Flippant as a schoolboy one moment, playful even in the bitterness of the next, and now no longer giving way to the feeling which had spoilt the climax of his tale, Raffles needed knowing as I alone knew him for a right appreciation of those last words. That they were no mere words I know full well. That, but for the tragedy of his Italian life, that life would have sufficed him for years, if not forever, I did and do still believe. But I alone see him as I saw him then, the lines upon his face, and the pain behind the lines; how they came to disappear, and what removed them, you will never guess. It was the one thing you would have expected to have the opposite effect, the thing indeed that had forced his confidence, the organ and the voice once more beneath our very windows:

“Margarita de Parete,
era a’ sarta d’ e’ signore;
se pugneva sempe e ddete
pe penzare a Salvatore!

“Mar⁠—ga⁠—rì,
e perzo e Salvatore!
Mar⁠—ga⁠—rì,
Ma l’ommo è cacciatore!
Mar⁠—ga⁠—rì,
Nun ce aje corpa tu!
Chello ch’ è fatto, è fatto, un ne parlammo cchieù!”

I simply stared at Raffles. Instead of deepening, his lines had vanished. He looked years younger, mischievous and merry and alert as I remembered him of old in the breathless crisis of some madcap escapade. He was holding up his finger; he was stealing to the window; he was peeping through the blind as though our side street were Scotland Yard itself; he was stealing back again, all revelry, excitement, and suspense.

“I half thought they were after me before,” said he. “That was why I made you look. I daren’t take a proper look myself, but what a jest if they were! What a jest!”

“Do you mean the police?” said I.

“The police! Bunny, do you know them and me so little that you can look me in the face and ask such a question? My boy, I’m dead to them⁠—off their books⁠—a good deal deader than being off the hooks! Why, if I went to Scotland Yard this minute, to give myself up, they’d chuck me out for a harmless lunatic. No, I fear an enemy nowadays, and I go in terror of the sometime friend, but I have the utmost confidence in the dear police.”

“Then whom do you mean?”

“The Camorra!”

I repeated the word with a different intonation. Not that I had never heard of that most powerful and sinister of secret societies; but I failed to see on what grounds Raffles should jump to the conclusion that these everyday organ-grinders belonged to it.

“It was one of Corbucci’s threats,” said he. “If I killed him the Camorra would certainly kill me; he kept on telling me so; it was like his cunning not to say that he would put them on my tracks whether or no.”

“He is probably a member himself!”

“Obviously, from what he said.”

“But why on earth should you think that these fellows are?” I demanded, as that brazen voice came rasping through a second verse.
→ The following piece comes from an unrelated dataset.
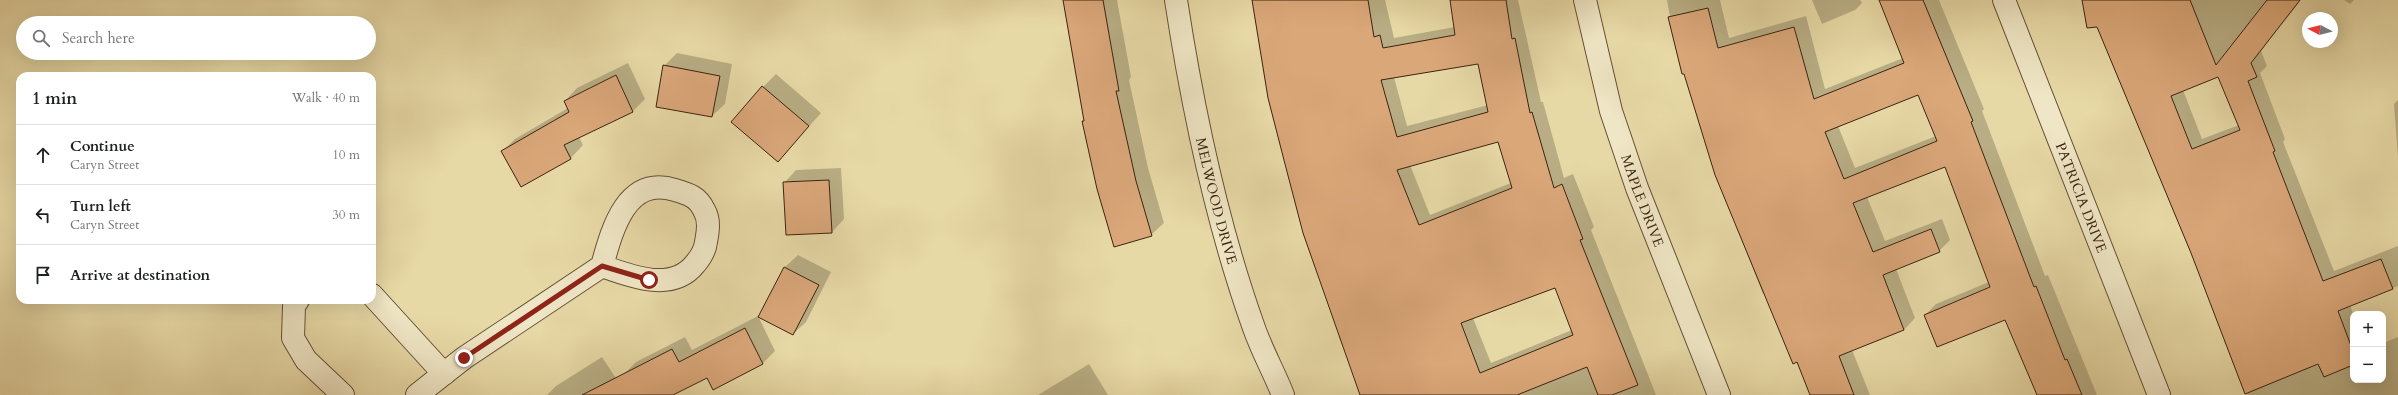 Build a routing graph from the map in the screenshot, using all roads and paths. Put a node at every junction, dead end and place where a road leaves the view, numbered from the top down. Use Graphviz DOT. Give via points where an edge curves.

“I don’t think. It was only an idea. That thing is so thoroughly Neapolitan, and I never heard it on a London organ before. Then again, what should bring them back here?”

I peeped through the blind in my turn; and, to be sure, there was the fellow with the blue chin and the white teeth watching our windows, and ours only, as he bawled.

“And why?” cried Raffles, his eyes dancing when I told him. “Why should they come sneaking back to us? Doesn’t that look suspicious, Bunny; doesn’t that promise a lark?”

“Not to me,” I said, having the smile for once. “How many people, should you imagine, toss them five shilling for as many minutes of their infernal row? You seem to forget that’s what you did an hour ago!”

Raffles had forgotten. His blank face confessed the fact. Then suddenly he burst outlaughing at himself.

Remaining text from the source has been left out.